Two weeks ago, my family and I went to Michigan for the weekend. The weather forecasters were predicting Hard Rain. Having been burned before, my husband and I set about preparing our basement for the inevitable flooding. It probably wasn't bad form to do so. The first time we ever got water in our basement, we were up in Michigan; so, for symmetry's sake, our basement would probably flood again while we were in Michigan. Because I live in a novel and everything happens for a reason.
Yesterday, I made the mistake of turning on the WGN news at noon while I was folding laundry. And there was Tom Skilling, gleefully predicting that Chicago would detach itself from the rest of Illinois, float up the lake for a while, and become part of Michigan's Upper Peninsula. He warned of basketball-sized hail and winds that could take down a 50-year-old oak tree like a five-year-old pushing over his toddler sister.
And I bought into it. Of course I did. Because I was writing most of the afternoon and had Twitter open and saw people posting about "derechos*" and battening down their hatches. So I battened down mine.
Based on the weather reports, I wasn't sure exactly how to batten my hatches, though. Was I going to get the flooding, or was the dead tree on my parkway which I've reported to the city of Chicago THREE TIMES in the past nine months going to come crashing through my roof? So I did a combo battening. I rolled up the rugs in the basement, made sure that nothing perishable was on the floor (except for the rocking horse I've been trying to get rid of for some time now). Then I turned a laundry basket into a survival kit, complete with a radio (with EIGHT new C batteries; this thing must be powerful), canned food, can opener (foresight), bottled water, bandages, paper towels (they're always useful), dog biscuits, and (for Mom) Pirate's Booty and a fully charged Kindle.
Things started to get really eerie looking around six o'clock. The kids and I ate dinner and then I shuffled them down to the basement to do some puzzles and play with the Photo Booth ap on my computer. I kept running upstairs to look out the window. There were a few drops of rain, then a lot more rain for about five minutes, then nothing. It started to get lighter. But I knew it wasn't over yet because TWITTER.
So we went back into the basement. We watched The Middle, yes, The Middle. I laughed once, I think. And then the scroll across the bottom of the screen said that the severe weather watches for Cook County were pretty much over. We had survived the brutal onslaught of...about fifteen minutes' worth of precipitation.
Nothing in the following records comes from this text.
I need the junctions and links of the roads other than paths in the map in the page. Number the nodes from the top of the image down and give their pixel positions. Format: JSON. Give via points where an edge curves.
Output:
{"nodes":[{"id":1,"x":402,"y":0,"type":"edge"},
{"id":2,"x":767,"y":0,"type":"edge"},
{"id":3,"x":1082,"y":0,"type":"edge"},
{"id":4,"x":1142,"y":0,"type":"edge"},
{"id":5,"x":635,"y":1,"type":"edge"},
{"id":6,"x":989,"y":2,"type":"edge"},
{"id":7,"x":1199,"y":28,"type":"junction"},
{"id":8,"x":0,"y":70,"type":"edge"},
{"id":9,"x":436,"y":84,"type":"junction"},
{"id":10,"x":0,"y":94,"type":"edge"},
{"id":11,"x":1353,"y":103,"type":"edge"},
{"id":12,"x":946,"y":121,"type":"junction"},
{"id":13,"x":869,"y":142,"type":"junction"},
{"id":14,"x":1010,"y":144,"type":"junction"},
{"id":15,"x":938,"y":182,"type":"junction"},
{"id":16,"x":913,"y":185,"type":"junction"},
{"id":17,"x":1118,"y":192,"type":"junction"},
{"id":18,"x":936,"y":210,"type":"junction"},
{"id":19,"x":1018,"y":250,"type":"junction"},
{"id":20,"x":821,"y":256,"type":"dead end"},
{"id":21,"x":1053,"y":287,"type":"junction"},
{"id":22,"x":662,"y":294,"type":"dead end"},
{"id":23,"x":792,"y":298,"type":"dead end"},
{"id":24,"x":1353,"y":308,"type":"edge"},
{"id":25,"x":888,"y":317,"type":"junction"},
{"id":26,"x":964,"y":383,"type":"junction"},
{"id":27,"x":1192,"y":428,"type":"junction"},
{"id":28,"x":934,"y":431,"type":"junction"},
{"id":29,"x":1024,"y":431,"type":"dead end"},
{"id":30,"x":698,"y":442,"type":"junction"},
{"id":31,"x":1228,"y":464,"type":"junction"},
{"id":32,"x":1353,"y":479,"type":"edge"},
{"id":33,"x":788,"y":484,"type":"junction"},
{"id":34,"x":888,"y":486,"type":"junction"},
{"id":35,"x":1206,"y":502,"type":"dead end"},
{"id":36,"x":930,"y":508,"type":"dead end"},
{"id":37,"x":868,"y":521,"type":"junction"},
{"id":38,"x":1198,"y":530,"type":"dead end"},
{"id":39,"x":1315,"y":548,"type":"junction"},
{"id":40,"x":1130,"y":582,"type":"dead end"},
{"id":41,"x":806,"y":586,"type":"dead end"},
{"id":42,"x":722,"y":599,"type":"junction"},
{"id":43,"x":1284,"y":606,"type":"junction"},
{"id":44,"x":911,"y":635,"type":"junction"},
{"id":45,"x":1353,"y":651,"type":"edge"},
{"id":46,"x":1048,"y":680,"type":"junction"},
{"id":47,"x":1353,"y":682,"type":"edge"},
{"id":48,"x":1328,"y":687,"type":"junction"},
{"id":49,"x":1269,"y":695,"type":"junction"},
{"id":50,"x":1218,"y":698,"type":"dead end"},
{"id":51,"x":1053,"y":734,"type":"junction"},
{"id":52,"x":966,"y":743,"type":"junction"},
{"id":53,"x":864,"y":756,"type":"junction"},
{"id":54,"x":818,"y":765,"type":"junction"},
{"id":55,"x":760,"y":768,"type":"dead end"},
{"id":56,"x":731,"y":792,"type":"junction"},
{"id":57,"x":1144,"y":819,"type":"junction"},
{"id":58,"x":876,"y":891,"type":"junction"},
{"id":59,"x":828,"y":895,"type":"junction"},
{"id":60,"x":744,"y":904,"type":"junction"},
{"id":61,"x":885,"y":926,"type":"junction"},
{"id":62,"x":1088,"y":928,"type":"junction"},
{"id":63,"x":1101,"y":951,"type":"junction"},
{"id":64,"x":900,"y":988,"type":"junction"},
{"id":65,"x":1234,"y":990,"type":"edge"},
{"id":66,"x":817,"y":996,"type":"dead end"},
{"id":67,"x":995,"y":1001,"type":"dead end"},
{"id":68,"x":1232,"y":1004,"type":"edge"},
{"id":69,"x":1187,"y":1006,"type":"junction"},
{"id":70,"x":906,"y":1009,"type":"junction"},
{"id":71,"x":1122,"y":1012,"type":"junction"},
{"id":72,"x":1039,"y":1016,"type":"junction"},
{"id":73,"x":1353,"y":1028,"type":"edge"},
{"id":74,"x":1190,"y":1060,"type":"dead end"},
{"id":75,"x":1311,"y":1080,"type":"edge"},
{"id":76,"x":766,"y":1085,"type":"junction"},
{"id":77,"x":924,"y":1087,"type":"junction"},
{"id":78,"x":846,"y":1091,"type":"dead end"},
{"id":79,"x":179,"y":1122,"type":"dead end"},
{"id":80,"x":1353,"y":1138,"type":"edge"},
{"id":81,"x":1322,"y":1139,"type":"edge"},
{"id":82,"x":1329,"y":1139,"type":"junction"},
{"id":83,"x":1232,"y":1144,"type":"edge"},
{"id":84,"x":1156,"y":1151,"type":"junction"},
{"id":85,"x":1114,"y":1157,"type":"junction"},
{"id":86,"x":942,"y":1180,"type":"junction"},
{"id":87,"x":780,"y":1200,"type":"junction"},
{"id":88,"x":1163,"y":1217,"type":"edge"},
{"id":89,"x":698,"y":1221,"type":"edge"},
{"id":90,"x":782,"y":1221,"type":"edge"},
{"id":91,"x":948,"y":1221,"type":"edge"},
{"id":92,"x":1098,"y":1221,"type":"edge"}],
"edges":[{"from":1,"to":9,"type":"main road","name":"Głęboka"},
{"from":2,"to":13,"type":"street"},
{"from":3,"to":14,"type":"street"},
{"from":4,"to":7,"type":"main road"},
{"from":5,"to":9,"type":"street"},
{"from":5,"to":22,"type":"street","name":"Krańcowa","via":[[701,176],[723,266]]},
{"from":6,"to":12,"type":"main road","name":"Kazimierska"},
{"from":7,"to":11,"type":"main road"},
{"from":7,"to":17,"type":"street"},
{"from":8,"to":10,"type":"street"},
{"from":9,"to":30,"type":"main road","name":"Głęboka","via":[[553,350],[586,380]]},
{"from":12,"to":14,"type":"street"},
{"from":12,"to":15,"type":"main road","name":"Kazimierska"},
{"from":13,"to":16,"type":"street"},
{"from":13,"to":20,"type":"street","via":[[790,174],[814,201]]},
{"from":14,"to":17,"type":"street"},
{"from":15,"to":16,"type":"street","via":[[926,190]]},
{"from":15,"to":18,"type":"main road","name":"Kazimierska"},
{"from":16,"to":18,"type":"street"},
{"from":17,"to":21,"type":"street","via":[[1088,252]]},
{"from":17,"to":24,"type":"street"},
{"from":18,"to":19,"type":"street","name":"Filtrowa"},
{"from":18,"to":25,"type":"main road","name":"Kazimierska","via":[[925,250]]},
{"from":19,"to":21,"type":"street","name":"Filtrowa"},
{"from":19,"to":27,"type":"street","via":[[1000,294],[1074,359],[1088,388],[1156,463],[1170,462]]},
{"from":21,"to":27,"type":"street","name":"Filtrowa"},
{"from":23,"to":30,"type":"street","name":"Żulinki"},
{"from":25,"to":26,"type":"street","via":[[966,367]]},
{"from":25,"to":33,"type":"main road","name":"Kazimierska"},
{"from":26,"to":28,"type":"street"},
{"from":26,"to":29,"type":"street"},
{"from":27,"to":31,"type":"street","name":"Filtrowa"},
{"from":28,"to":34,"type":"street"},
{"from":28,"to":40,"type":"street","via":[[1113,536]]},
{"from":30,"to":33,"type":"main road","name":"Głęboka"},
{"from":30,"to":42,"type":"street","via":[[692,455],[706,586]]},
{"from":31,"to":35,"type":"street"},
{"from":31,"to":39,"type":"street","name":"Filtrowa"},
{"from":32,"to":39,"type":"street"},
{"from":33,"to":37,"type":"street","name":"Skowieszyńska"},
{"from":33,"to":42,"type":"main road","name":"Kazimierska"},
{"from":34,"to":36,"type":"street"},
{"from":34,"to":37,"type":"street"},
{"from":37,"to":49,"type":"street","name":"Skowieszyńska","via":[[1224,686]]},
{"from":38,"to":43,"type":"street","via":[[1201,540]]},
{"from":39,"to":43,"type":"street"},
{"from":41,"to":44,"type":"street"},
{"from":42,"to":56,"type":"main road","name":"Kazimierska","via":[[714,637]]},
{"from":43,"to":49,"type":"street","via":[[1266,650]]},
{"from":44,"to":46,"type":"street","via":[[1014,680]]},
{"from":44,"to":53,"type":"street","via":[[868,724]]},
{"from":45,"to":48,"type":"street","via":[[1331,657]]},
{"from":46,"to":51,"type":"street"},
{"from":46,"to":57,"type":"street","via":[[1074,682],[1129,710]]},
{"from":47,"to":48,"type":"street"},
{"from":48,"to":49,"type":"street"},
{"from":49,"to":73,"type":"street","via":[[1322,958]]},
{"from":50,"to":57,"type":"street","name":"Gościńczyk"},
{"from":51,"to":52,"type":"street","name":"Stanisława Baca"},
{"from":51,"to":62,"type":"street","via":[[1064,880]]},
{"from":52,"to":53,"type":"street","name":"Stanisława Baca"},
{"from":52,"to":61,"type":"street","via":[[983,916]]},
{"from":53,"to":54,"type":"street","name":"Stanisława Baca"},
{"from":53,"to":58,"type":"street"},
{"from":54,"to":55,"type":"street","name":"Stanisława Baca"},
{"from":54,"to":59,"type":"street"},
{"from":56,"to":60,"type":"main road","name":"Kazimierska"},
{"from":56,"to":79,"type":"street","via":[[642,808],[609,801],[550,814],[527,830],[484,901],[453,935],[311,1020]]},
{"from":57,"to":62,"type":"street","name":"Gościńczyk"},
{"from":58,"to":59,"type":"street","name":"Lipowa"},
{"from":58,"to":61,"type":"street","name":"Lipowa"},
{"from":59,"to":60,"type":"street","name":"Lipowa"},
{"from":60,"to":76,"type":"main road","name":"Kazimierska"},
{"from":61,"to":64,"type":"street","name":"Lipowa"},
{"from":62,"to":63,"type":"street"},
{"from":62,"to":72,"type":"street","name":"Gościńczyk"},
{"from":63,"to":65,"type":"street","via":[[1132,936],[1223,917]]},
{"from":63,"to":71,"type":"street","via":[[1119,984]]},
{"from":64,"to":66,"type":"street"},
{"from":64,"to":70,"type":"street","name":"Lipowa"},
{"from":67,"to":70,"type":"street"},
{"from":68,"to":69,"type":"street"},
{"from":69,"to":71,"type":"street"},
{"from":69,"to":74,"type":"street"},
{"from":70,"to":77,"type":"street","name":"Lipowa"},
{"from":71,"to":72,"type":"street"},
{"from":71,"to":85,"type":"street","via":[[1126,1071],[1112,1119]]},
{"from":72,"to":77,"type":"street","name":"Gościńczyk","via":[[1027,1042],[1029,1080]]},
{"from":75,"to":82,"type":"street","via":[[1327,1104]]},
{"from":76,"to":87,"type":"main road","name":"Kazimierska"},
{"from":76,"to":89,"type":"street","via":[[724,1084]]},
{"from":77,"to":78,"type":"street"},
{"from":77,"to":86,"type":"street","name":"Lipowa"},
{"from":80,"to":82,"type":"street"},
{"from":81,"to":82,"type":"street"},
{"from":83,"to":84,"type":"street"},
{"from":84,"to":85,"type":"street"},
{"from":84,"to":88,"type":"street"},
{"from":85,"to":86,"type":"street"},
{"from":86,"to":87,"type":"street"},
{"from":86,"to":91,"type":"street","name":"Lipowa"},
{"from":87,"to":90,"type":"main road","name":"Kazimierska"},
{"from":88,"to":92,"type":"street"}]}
Now, I know that there are areas of Chicagoland and its exurbs that got it a lot worse than we did. I know there were tornados and big-ass (technical term) hail. But I had spent half the day worrying for a bit of rain and a couple claps of thunder.
So, next time, sure I'll be prepared. I won't scoff at the weather reports, because, like I said, I live in a novel and everything has a purpose and the time I don't take precautions is the time I have to row away from my house in a canoe that I will buy this weekend for just that inevitability. I will continue to roll up my rugs because that's easier than carrying them around when they're wet (and they've been wet three times in the past five years; hundred years rain, my ass).
But I'm going to stop freaking out. Many years ago, in the dark ages before Twitter, we got rain and we went about our days. We hid in the basement when the sirens went off or when the National Weather Service broke into our favorite shows and told us to "Get the hell downstairs." Basically what I'm saying is, I'm going to try to start worrying only when there's something to worry about.
*Do we really need another weather term for something that basically never happens? It's the equivalent of sportscasters making sure we know that this is the first time two original six hockey teams that start with B and whose cities have large Irish populations have met in the Stanley Cup since the Middle Ages.